*WHAT THE EXERCISE ASKS*
For every line below, output the text exactly and leave out images.

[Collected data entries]
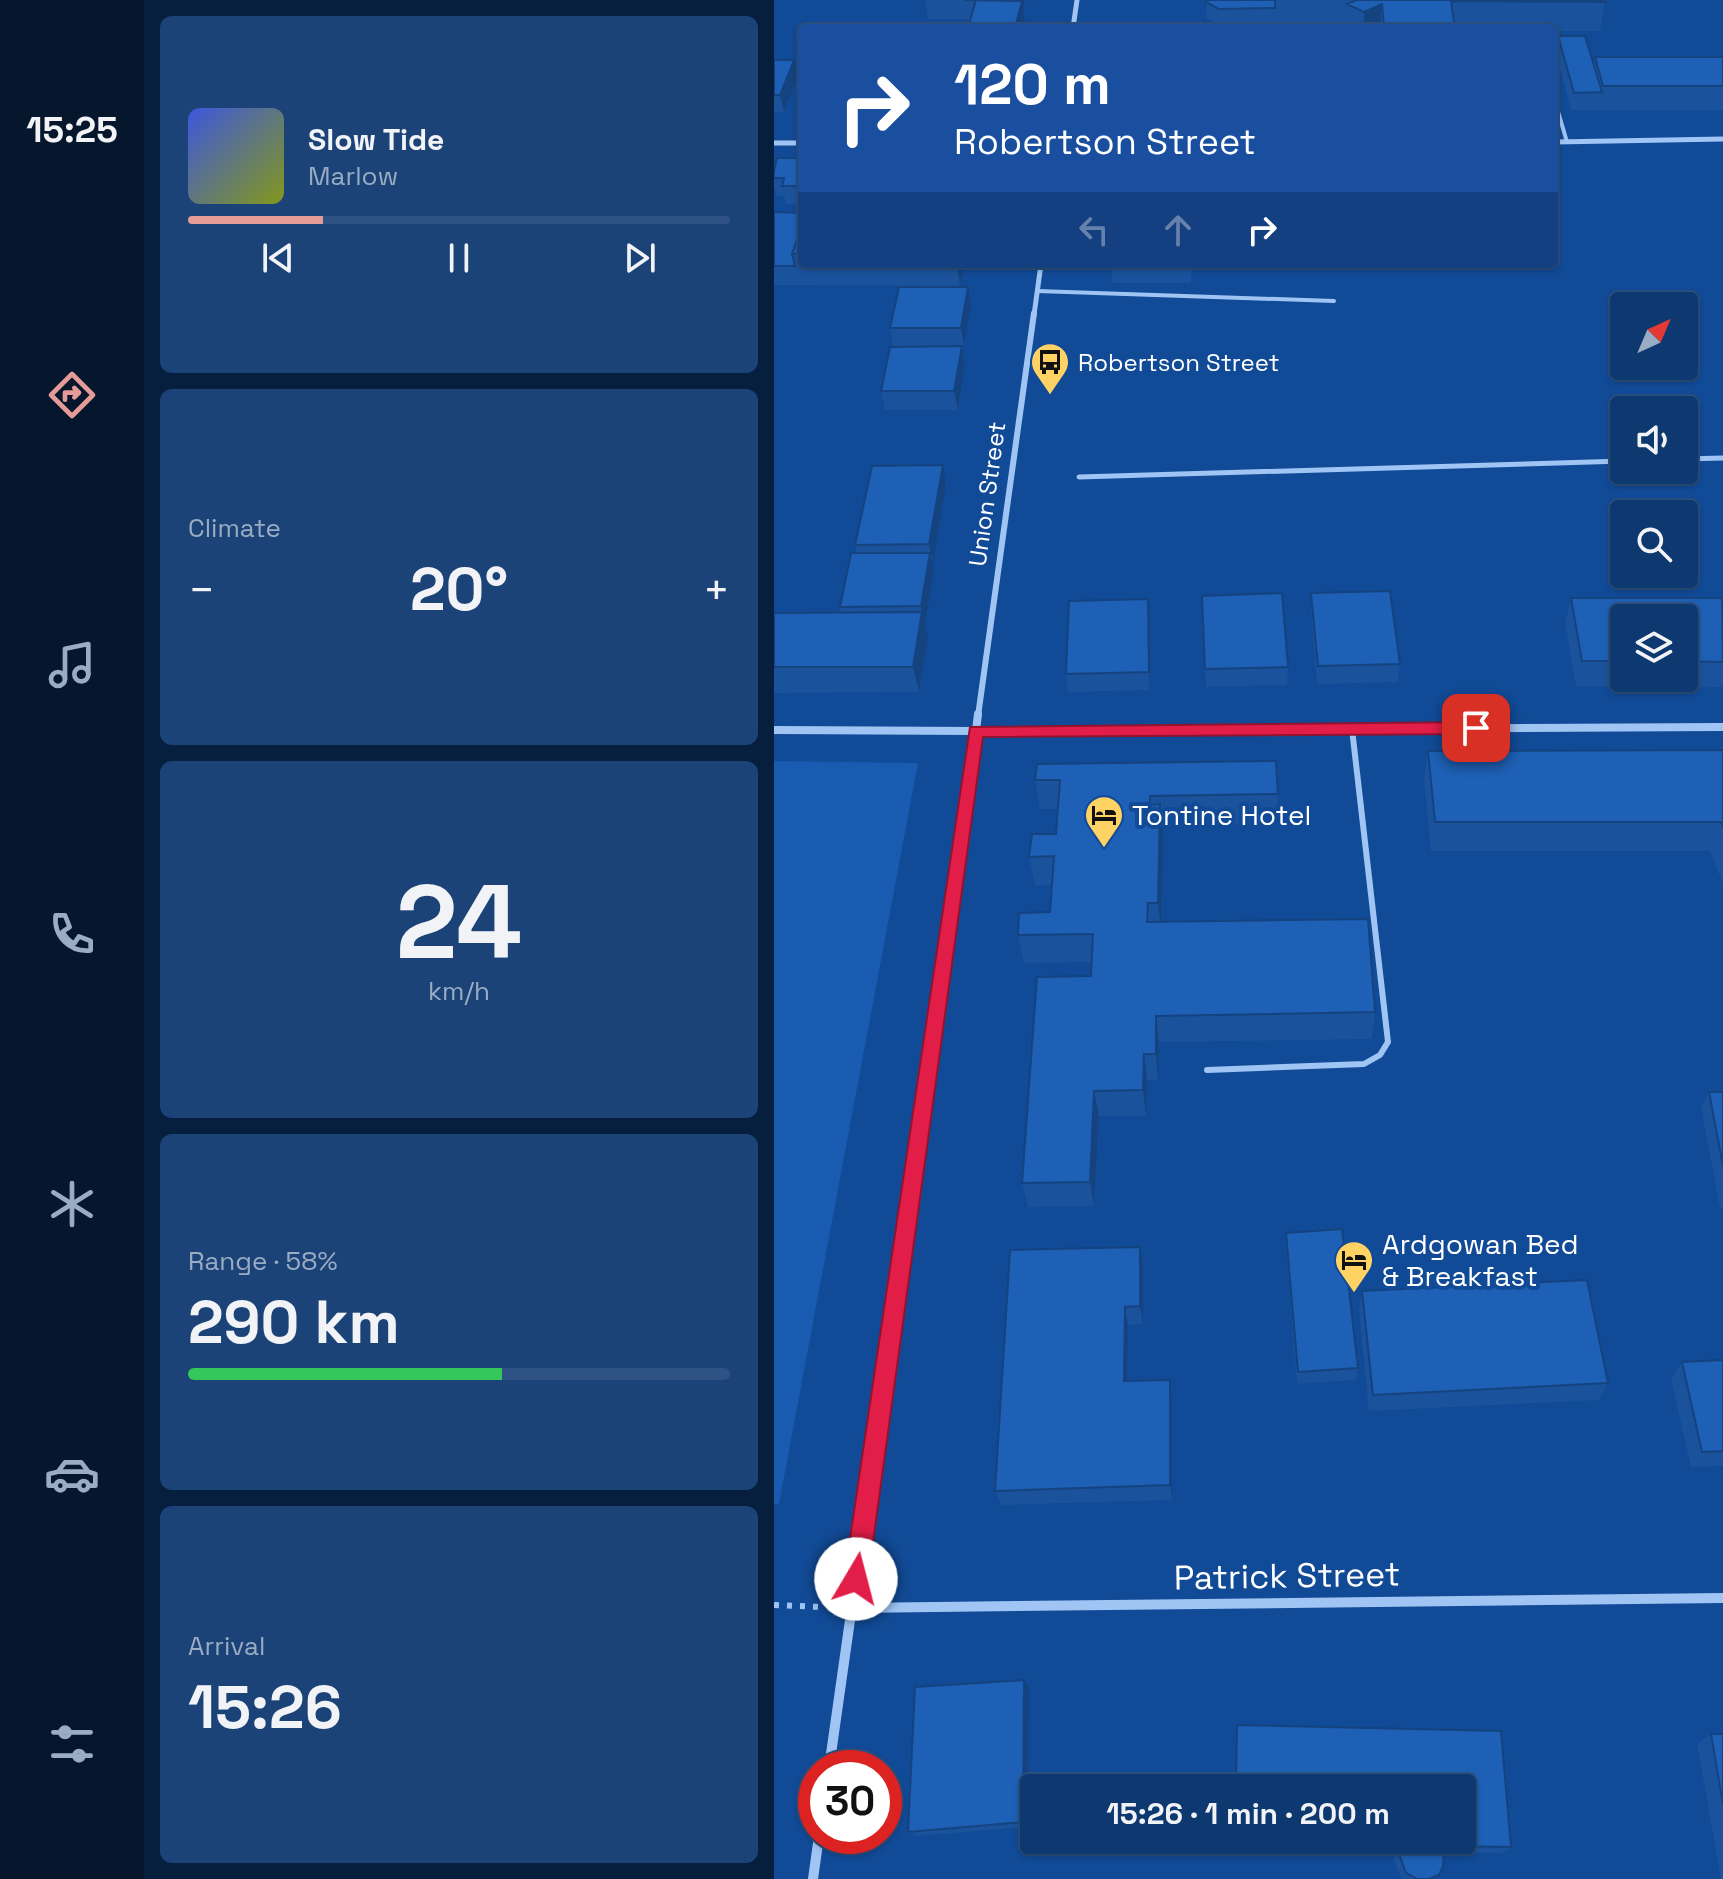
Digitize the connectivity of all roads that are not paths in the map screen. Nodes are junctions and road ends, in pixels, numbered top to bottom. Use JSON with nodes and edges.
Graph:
{"nodes":[{"id":1,"x":1077,"y":0,"type":"edge"},
{"id":2,"x":1074,"y":24,"type":"edge"},
{"id":3,"x":1558,"y":112,"type":"edge"},
{"id":4,"x":1723,"y":139,"type":"edge"},
{"id":5,"x":1558,"y":142,"type":"edge"},
{"id":6,"x":1567,"y":142,"type":"junction"},
{"id":7,"x":774,"y":143,"type":"edge"},
{"id":8,"x":798,"y":143,"type":"edge"},
{"id":9,"x":1040,"y":268,"type":"edge"},
{"id":10,"x":1037,"y":291,"type":"junction"},
{"id":11,"x":1334,"y":301,"type":"dead end"},
{"id":12,"x":1723,"y":458,"type":"edge"},
{"id":13,"x":1698,"y":459,"type":"edge"},
{"id":14,"x":1610,"y":461,"type":"edge"},
{"id":15,"x":1079,"y":477,"type":"dead end"},
{"id":16,"x":1723,"y":727,"type":"edge"},
{"id":17,"x":1352,"y":729,"type":"junction"},
{"id":18,"x":774,"y":730,"type":"edge"},
{"id":19,"x":976,"y":731,"type":"junction"},
{"id":20,"x":1207,"y":1070,"type":"dead end"},
{"id":21,"x":1723,"y":1598,"type":"edge"},
{"id":22,"x":852,"y":1608,"type":"junction"},
{"id":23,"x":832,"y":1750,"type":"edge"},
{"id":24,"x":816,"y":1854,"type":"edge"},
{"id":25,"x":813,"y":1879,"type":"edge"}],
"edges":[{"from":1,"to":2,"type":"street"},
{"from":3,"to":6,"type":"lane"},
{"from":4,"to":6,"type":"street"},
{"from":5,"to":6,"type":"street"},
{"from":7,"to":8,"type":"street"},
{"from":9,"to":10,"type":"street","name":"Union Street"},
{"from":10,"to":11,"type":"lane"},
{"from":10,"to":19,"type":"street","name":"Union Street"},
{"from":12,"to":13,"type":"lane"},
{"from":14,"to":15,"type":"lane"},
{"from":16,"to":17,"type":"street"},
{"from":17,"to":19,"type":"street"},
{"from":17,"to":20,"type":"lane"},
{"from":18,"to":19,"type":"street"},
{"from":19,"to":22,"type":"street","name":"Union Street"},
{"from":21,"to":22,"type":"street","name":"Patrick Street"},
{"from":22,"to":23,"type":"street"},
{"from":24,"to":25,"type":"street"}]}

*FINISHED EXERCISE*
Digitize the connectivity of all roads that are not paths in the map screen. Nodes are junctions and road ends, in pixels, numbered top to bottom. Use JSON with nodes and edges.
Graph:
{"nodes":[{"id":1,"x":1077,"y":0,"type":"edge"},
{"id":2,"x":1074,"y":24,"type":"edge"},
{"id":3,"x":1558,"y":112,"type":"edge"},
{"id":4,"x":1723,"y":139,"type":"edge"},
{"id":5,"x":1558,"y":142,"type":"edge"},
{"id":6,"x":1567,"y":142,"type":"junction"},
{"id":7,"x":774,"y":143,"type":"edge"},
{"id":8,"x":798,"y":143,"type":"edge"},
{"id":9,"x":1040,"y":268,"type":"edge"},
{"id":10,"x":1037,"y":291,"type":"junction"},
{"id":11,"x":1334,"y":301,"type":"dead end"},
{"id":12,"x":1723,"y":458,"type":"edge"},
{"id":13,"x":1698,"y":459,"type":"edge"},
{"id":14,"x":1610,"y":461,"type":"edge"},
{"id":15,"x":1079,"y":477,"type":"dead end"},
{"id":16,"x":1723,"y":727,"type":"edge"},
{"id":17,"x":1352,"y":729,"type":"junction"},
{"id":18,"x":774,"y":730,"type":"edge"},
{"id":19,"x":976,"y":731,"type":"junction"},
{"id":20,"x":1207,"y":1070,"type":"dead end"},
{"id":21,"x":1723,"y":1598,"type":"edge"},
{"id":22,"x":852,"y":1608,"type":"junction"},
{"id":23,"x":832,"y":1750,"type":"edge"},
{"id":24,"x":816,"y":1854,"type":"edge"},
{"id":25,"x":813,"y":1879,"type":"edge"}],
"edges":[{"from":1,"to":2,"type":"street"},
{"from":3,"to":6,"type":"lane"},
{"from":4,"to":6,"type":"street"},
{"from":5,"to":6,"type":"street"},
{"from":7,"to":8,"type":"street"},
{"from":9,"to":10,"type":"street","name":"Union Street"},
{"from":10,"to":11,"type":"lane"},
{"from":10,"to":19,"type":"street","name":"Union Street"},
{"from":12,"to":13,"type":"lane"},
{"from":14,"to":15,"type":"lane"},
{"from":16,"to":17,"type":"street"},
{"from":17,"to":19,"type":"street"},
{"from":17,"to":20,"type":"lane"},
{"from":18,"to":19,"type":"street"},
{"from":19,"to":22,"type":"street","name":"Union Street"},
{"from":21,"to":22,"type":"street","name":"Patrick Street"},
{"from":22,"to":23,"type":"street"},
{"from":24,"to":25,"type":"street"}]}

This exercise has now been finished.